What is needed :: Report how many lines in the data include "Ewangelicka", with the number as the only reply.

------------------------------------------------------------------------

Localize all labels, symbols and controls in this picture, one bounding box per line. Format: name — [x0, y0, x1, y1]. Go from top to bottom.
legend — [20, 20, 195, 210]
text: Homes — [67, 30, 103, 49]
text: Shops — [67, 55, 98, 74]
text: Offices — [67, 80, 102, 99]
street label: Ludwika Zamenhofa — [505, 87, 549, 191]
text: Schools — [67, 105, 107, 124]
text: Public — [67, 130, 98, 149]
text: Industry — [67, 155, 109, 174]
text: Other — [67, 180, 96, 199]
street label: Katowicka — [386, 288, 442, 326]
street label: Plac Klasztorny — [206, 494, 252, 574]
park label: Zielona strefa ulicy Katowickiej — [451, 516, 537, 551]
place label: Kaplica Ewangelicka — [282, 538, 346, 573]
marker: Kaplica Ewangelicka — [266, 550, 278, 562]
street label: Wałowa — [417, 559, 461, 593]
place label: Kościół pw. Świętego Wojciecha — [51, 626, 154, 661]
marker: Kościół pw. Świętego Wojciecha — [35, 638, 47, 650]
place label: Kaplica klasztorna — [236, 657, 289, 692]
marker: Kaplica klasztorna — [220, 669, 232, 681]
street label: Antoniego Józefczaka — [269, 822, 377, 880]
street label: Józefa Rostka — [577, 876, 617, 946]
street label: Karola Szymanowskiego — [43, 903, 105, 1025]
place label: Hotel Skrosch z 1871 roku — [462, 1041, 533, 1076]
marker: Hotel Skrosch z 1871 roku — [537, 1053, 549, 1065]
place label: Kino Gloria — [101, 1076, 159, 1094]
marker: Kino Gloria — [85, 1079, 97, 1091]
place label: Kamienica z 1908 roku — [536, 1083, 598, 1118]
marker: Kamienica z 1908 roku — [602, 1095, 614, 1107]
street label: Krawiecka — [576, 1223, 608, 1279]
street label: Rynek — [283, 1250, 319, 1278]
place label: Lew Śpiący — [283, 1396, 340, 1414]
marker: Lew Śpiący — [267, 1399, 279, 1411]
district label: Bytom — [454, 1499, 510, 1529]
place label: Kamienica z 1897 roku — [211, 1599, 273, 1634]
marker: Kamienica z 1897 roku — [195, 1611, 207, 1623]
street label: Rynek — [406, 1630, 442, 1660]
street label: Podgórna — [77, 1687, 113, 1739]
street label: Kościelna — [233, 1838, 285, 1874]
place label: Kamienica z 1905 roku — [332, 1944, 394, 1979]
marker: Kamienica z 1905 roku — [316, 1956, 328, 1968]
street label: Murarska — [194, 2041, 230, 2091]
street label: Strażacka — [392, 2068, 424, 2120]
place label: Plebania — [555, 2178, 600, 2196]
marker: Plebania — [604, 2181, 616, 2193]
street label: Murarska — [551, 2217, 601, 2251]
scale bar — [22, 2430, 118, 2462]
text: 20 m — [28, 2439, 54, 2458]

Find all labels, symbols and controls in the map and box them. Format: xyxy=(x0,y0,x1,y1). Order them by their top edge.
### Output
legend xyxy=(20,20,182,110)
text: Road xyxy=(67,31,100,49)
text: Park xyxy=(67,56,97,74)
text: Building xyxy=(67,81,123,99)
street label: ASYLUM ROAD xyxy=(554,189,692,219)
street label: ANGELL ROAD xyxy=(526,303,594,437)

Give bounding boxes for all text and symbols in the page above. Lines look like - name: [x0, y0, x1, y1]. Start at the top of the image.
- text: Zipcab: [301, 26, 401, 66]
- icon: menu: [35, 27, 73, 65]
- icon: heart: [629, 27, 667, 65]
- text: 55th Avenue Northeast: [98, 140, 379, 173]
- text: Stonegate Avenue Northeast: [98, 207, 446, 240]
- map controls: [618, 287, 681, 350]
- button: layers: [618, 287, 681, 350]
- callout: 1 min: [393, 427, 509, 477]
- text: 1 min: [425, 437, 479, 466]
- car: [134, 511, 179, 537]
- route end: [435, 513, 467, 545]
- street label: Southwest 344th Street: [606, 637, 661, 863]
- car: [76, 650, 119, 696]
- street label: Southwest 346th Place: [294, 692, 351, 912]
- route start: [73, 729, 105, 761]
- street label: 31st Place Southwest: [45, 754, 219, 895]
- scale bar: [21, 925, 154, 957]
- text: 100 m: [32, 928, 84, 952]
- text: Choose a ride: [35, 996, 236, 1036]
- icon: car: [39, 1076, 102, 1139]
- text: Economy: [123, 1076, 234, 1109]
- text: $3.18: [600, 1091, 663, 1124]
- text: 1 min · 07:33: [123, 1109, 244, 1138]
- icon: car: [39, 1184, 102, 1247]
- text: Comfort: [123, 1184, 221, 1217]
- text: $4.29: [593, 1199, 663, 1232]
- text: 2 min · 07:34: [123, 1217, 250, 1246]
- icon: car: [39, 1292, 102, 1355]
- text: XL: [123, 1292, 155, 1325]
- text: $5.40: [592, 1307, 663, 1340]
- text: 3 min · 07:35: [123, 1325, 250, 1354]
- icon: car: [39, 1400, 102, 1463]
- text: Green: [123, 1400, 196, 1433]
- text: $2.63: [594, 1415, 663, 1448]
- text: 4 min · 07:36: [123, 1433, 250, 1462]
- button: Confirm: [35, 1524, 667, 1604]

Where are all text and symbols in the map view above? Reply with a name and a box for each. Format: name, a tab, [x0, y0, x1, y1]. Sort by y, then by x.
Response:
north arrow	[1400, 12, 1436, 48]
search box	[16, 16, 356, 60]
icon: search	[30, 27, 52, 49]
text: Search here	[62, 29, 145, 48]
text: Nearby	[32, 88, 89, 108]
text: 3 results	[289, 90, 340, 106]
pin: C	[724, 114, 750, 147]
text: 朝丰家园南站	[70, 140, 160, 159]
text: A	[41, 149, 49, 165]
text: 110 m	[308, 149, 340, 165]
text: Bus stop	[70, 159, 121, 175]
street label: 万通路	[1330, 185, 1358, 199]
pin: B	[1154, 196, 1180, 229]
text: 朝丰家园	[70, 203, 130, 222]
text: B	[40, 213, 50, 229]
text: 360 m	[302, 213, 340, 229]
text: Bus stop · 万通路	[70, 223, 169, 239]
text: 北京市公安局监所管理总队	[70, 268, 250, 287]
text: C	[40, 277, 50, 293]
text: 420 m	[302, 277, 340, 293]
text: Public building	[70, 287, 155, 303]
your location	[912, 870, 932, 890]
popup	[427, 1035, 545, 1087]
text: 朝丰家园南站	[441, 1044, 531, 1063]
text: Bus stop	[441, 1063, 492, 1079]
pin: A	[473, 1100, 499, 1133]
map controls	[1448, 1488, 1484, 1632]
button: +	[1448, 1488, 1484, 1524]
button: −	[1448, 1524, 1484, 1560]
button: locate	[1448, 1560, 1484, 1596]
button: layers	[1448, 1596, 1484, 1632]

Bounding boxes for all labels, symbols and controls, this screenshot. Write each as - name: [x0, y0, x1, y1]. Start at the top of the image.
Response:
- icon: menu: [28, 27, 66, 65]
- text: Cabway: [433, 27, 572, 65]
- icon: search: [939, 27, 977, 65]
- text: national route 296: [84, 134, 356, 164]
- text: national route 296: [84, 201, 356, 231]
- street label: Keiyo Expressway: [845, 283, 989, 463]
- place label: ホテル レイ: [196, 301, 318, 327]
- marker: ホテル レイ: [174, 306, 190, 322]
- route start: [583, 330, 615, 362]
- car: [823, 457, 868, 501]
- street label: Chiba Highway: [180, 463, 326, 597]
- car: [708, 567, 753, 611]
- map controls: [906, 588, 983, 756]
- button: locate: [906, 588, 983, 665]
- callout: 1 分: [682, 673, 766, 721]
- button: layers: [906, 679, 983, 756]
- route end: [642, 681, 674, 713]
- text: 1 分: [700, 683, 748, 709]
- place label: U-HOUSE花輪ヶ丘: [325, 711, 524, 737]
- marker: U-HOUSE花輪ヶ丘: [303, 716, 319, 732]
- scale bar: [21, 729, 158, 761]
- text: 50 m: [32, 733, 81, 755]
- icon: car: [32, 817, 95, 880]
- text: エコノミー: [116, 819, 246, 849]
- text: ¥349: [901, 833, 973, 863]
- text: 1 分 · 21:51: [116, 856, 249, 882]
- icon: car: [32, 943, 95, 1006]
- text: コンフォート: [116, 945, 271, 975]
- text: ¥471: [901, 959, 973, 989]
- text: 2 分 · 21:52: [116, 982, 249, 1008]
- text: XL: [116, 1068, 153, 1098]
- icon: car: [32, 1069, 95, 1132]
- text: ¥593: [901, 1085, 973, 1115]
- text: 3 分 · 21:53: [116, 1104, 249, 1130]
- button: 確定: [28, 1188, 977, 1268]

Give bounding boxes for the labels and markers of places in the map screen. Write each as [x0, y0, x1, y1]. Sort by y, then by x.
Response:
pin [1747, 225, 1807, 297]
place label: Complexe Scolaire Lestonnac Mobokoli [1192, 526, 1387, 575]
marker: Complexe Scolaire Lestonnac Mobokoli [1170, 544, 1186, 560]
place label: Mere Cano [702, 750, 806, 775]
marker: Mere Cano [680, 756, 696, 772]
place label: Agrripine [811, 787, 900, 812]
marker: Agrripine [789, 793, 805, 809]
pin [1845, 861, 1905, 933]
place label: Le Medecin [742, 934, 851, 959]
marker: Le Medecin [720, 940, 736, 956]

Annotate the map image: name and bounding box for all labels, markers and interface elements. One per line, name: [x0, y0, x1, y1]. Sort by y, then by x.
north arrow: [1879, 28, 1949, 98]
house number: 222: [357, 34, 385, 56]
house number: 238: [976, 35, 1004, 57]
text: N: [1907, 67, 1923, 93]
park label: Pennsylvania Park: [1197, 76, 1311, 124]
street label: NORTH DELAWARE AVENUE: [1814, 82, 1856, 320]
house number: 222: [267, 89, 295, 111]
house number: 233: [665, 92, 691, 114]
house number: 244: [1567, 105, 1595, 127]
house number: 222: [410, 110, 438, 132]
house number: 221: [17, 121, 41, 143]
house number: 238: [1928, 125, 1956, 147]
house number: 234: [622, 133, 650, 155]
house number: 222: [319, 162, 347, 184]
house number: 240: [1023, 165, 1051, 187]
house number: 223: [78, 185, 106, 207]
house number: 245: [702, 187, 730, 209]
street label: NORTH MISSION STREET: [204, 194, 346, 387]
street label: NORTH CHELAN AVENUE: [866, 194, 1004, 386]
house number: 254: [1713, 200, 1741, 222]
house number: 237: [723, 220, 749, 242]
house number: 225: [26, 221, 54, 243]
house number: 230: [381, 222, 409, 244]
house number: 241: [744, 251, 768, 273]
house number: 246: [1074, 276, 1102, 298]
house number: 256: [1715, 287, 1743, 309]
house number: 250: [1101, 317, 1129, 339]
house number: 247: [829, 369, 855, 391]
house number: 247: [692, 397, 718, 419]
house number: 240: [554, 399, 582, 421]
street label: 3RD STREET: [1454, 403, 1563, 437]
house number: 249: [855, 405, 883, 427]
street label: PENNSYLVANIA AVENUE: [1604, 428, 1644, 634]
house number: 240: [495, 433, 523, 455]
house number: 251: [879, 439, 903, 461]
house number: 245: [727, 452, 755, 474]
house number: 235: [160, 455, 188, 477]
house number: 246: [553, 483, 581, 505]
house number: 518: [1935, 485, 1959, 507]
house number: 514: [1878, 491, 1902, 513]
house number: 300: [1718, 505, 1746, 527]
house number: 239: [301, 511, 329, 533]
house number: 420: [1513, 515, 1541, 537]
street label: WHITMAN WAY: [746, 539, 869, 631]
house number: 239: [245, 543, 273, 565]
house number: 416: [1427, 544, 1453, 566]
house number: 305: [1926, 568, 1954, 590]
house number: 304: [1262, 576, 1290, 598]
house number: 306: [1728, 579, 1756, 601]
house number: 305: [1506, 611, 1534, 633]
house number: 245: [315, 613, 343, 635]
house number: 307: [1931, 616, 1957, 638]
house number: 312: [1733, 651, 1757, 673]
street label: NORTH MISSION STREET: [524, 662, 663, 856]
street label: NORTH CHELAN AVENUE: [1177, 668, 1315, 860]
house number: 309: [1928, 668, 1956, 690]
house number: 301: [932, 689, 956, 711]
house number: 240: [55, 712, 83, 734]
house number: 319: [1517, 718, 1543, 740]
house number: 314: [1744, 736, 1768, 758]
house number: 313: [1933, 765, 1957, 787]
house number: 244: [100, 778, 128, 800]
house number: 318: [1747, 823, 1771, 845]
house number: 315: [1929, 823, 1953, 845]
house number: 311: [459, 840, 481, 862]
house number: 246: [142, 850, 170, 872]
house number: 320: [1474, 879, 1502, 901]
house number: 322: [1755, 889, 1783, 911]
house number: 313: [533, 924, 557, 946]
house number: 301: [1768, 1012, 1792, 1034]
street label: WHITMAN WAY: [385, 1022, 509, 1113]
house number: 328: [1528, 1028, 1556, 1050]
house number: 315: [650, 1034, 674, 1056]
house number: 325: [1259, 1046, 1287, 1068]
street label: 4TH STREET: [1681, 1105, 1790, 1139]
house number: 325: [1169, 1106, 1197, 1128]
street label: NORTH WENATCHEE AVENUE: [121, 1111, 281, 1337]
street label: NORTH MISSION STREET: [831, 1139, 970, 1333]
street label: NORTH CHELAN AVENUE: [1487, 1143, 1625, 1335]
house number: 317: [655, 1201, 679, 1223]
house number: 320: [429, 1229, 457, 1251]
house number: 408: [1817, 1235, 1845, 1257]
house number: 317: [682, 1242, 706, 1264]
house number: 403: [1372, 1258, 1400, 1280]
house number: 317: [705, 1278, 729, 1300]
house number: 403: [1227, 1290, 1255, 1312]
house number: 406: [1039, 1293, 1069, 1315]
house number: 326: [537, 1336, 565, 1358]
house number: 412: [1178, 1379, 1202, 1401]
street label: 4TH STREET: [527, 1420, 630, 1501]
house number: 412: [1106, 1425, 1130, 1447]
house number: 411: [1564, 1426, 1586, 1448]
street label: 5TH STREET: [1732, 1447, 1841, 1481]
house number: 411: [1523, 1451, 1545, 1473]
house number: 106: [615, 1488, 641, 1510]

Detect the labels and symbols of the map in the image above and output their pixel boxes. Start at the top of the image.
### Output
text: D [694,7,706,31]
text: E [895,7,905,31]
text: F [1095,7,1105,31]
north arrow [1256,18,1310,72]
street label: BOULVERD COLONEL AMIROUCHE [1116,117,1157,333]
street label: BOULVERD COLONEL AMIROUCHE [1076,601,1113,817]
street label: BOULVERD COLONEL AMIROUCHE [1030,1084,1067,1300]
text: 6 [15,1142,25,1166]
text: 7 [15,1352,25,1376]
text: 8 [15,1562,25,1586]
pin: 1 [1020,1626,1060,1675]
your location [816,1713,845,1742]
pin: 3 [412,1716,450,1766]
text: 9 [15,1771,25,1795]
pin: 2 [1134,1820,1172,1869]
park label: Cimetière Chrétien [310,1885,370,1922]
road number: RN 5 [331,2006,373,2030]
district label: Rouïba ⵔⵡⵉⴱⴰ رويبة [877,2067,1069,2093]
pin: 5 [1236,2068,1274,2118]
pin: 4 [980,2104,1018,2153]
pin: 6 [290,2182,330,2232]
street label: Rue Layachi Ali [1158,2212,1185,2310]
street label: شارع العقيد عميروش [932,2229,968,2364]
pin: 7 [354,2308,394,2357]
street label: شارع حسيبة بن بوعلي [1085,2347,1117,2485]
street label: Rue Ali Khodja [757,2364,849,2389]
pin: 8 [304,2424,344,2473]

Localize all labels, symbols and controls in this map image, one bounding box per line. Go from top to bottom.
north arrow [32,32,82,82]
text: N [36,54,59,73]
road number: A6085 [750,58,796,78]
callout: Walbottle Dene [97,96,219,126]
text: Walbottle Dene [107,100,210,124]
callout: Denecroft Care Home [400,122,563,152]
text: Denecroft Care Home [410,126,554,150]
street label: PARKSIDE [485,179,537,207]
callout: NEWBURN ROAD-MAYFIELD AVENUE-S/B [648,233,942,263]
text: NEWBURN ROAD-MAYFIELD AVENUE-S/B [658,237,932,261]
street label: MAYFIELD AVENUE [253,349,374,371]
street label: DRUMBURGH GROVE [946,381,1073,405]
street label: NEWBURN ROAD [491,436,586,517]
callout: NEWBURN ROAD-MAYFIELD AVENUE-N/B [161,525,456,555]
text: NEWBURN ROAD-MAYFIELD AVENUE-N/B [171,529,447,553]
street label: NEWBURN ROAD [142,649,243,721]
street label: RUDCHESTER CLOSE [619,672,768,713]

------------------------------------------------------------------------

Expected output :: 2